┌─ EXTRACTED INFORMATION

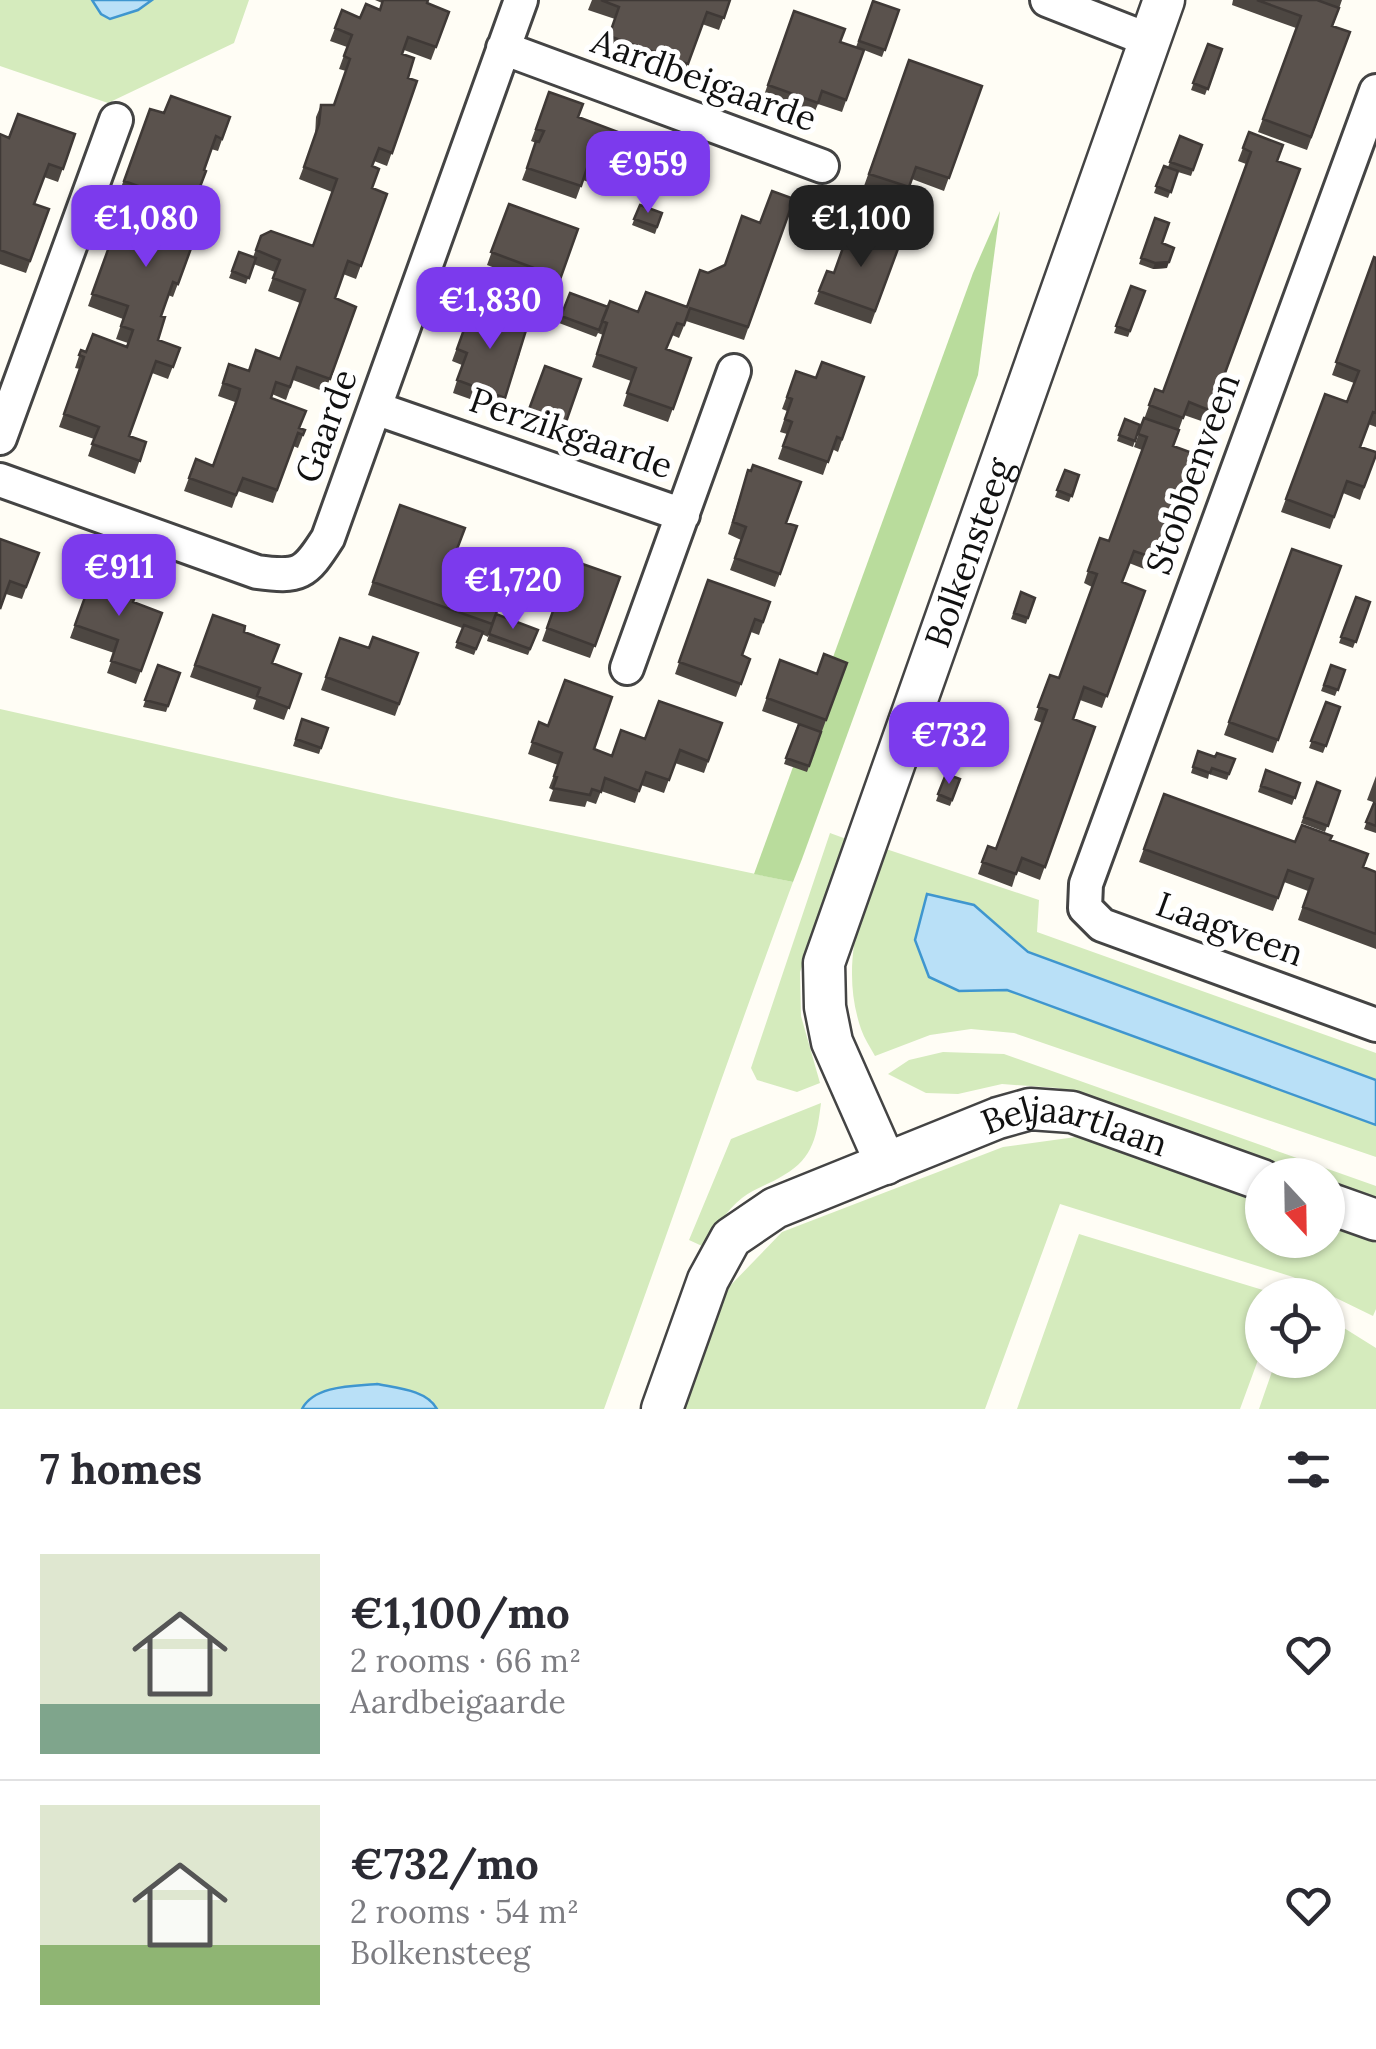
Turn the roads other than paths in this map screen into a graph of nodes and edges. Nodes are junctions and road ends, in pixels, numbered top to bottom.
1 (521, 0) edge
2 (1047, 0) edge
3 (1164, 0) edge
4 (1150, 40) junction
5 (503, 48) junction
6 (1376, 91) edge
7 (116, 120) dead end
8 (822, 166) dead end
9 (734, 371) dead end
10 (376, 408) junction
11 (0, 438) edge
12 (0, 480) edge
13 (683, 515) junction
14 (627, 668) dead end
15 (1086, 884) joint
16 (1376, 1024) edge
17 (886, 1164) junction
18 (1245, 1174) edge
19 (1345, 1209) edge
20 (1376, 1220) edge
21 (662, 1409) edge

1 - 5 street, Gaarde
2 - 4 street
3 - 4 street, Bolkensteeg
4 - 17 street, Bolkensteeg
5 - 8 street, Aardbeigaarde
5 - 10 street, Gaarde
6 - 15 street, Stobbenveen
7 - 11 street
9 - 13 street, Perzikgaarde
10 - 12 street, Gaarde
10 - 13 street, Perzikgaarde
13 - 14 street, Perzikgaarde
15 - 16 street, Laagveen
17 - 18 street, Beljaartlaan
17 - 21 street
19 - 20 street

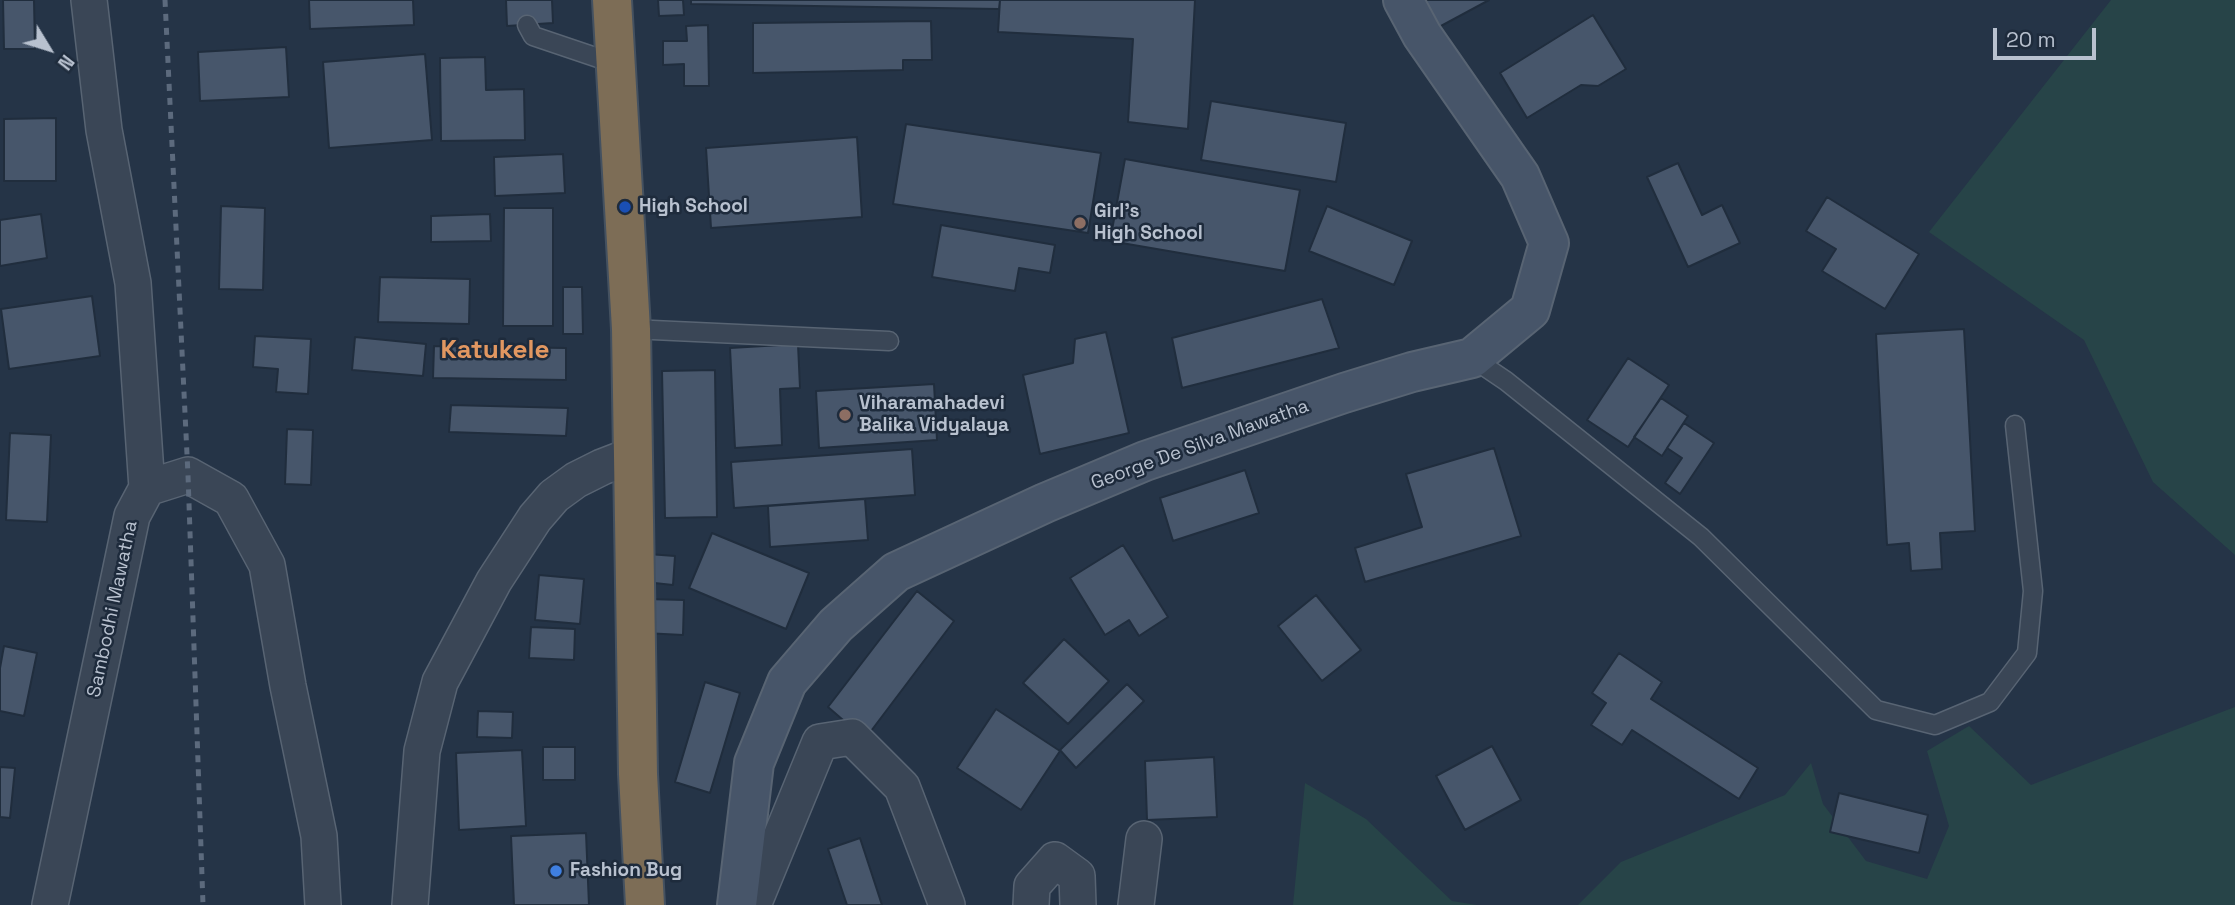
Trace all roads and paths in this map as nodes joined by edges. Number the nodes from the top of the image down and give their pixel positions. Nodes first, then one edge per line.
1 (89, 0) edge
2 (612, 0) edge
3 (1403, 0) edge
4 (527, 25) dead end
5 (616, 64) junction
6 (631, 329) junction
7 (889, 341) dead end
8 (1472, 358) junction
9 (2015, 425) dead end
10 (633, 455) junction
11 (148, 488) junction
12 (1144, 839) dead end
13 (50, 905) edge
14 (324, 905) edge
15 (410, 905) edge
16 (645, 905) edge
17 (737, 905) edge
18 (753, 905) edge
19 (947, 905) edge
20 (1031, 905) edge
21 (1078, 905) edge
22 (1136, 905) edge

1 - 11 street
2 - 5 highway
3 - 8 street, George De Silva Mawatha
4 - 5 lane
5 - 6 highway
6 - 7 lane
6 - 10 highway
8 - 9 lane
8 - 17 street, George De Silva Mawatha
10 - 15 street
10 - 16 highway
11 - 13 street, Sambodhi Mawatha
11 - 14 street
12 - 22 street
18 - 19 street
20 - 21 street

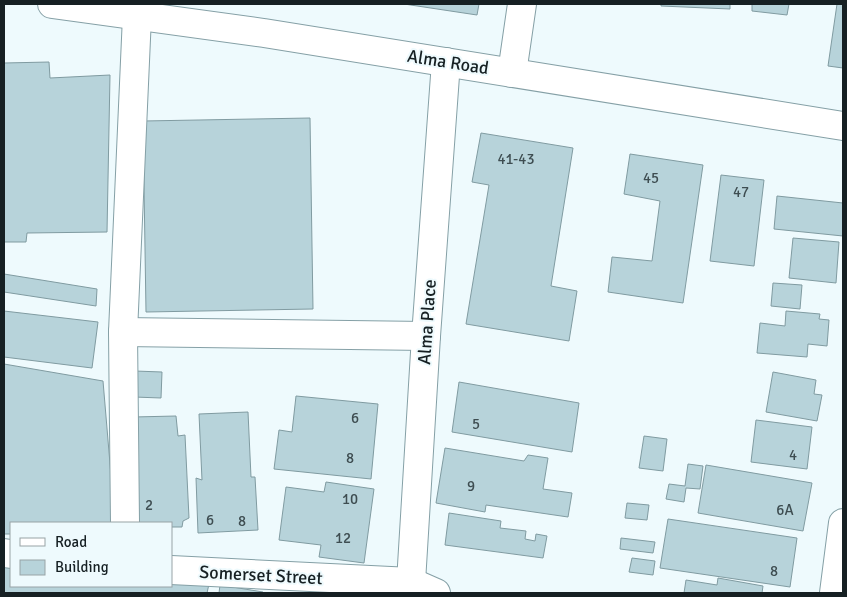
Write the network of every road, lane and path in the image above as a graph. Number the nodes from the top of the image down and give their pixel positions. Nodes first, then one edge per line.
1 (52, 4) edge
2 (522, 4) edge
3 (137, 16) junction
4 (446, 62) junction
5 (512, 73) junction
6 (843, 126) edge
7 (123, 332) junction
8 (426, 336) junction
9 (125, 522) edge
10 (843, 523) edge
11 (172, 570) edge
12 (411, 582) junction
13 (436, 593) edge
14 (834, 593) edge

1 - 3 street, Alma Road
2 - 5 street
3 - 4 street, Alma Road
3 - 7 street
4 - 5 street, Alma Road
4 - 8 street, Alma Place
5 - 6 street, Alma Road
7 - 8 street
7 - 9 street
8 - 12 street, Alma Place
10 - 14 street
11 - 12 street, Somerset Street
12 - 13 street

└─

* **YOUR TASK**
From the first line above to the last, copy the records exactly but omit the pictures.

* **SOLVED PROBLEM**
Turn the roads other than paths in this map screen into a graph of nodes and edges. Nodes are junctions and road ends, in pixels, numbered top to bottom.
1 (521, 0) edge
2 (1047, 0) edge
3 (1164, 0) edge
4 (1150, 40) junction
5 (503, 48) junction
6 (1376, 91) edge
7 (116, 120) dead end
8 (822, 166) dead end
9 (734, 371) dead end
10 (376, 408) junction
11 (0, 438) edge
12 (0, 480) edge
13 (683, 515) junction
14 (627, 668) dead end
15 (1086, 884) joint
16 (1376, 1024) edge
17 (886, 1164) junction
18 (1245, 1174) edge
19 (1345, 1209) edge
20 (1376, 1220) edge
21 (662, 1409) edge

1 - 5 street, Gaarde
2 - 4 street
3 - 4 street, Bolkensteeg
4 - 17 street, Bolkensteeg
5 - 8 street, Aardbeigaarde
5 - 10 street, Gaarde
6 - 15 street, Stobbenveen
7 - 11 street
9 - 13 street, Perzikgaarde
10 - 12 street, Gaarde
10 - 13 street, Perzikgaarde
13 - 14 street, Perzikgaarde
15 - 16 street, Laagveen
17 - 18 street, Beljaartlaan
17 - 21 street
19 - 20 street

Trace all roads and paths in this map as nodes joined by edges. Number the nodes from the top of the image down and give their pixel positions. Nodes first, then one edge per line.
1 (89, 0) edge
2 (612, 0) edge
3 (1403, 0) edge
4 (527, 25) dead end
5 (616, 64) junction
6 (631, 329) junction
7 (889, 341) dead end
8 (1472, 358) junction
9 (2015, 425) dead end
10 (633, 455) junction
11 (148, 488) junction
12 (1144, 839) dead end
13 (50, 905) edge
14 (324, 905) edge
15 (410, 905) edge
16 (645, 905) edge
17 (737, 905) edge
18 (753, 905) edge
19 (947, 905) edge
20 (1031, 905) edge
21 (1078, 905) edge
22 (1136, 905) edge

1 - 11 street
2 - 5 highway
3 - 8 street, George De Silva Mawatha
4 - 5 lane
5 - 6 highway
6 - 7 lane
6 - 10 highway
8 - 9 lane
8 - 17 street, George De Silva Mawatha
10 - 15 street
10 - 16 highway
11 - 13 street, Sambodhi Mawatha
11 - 14 street
12 - 22 street
18 - 19 street
20 - 21 street

Write the network of every road, lane and path in the image above as a graph. Number the nodes from the top of the image down and give their pixel positions. Nodes first, then one edge per line.
1 (52, 4) edge
2 (522, 4) edge
3 (137, 16) junction
4 (446, 62) junction
5 (512, 73) junction
6 (843, 126) edge
7 (123, 332) junction
8 (426, 336) junction
9 (125, 522) edge
10 (843, 523) edge
11 (172, 570) edge
12 (411, 582) junction
13 (436, 593) edge
14 (834, 593) edge

1 - 3 street, Alma Road
2 - 5 street
3 - 4 street, Alma Road
3 - 7 street
4 - 5 street, Alma Road
4 - 8 street, Alma Place
5 - 6 street, Alma Road
7 - 8 street
7 - 9 street
8 - 12 street, Alma Place
10 - 14 street
11 - 12 street, Somerset Street
12 - 13 street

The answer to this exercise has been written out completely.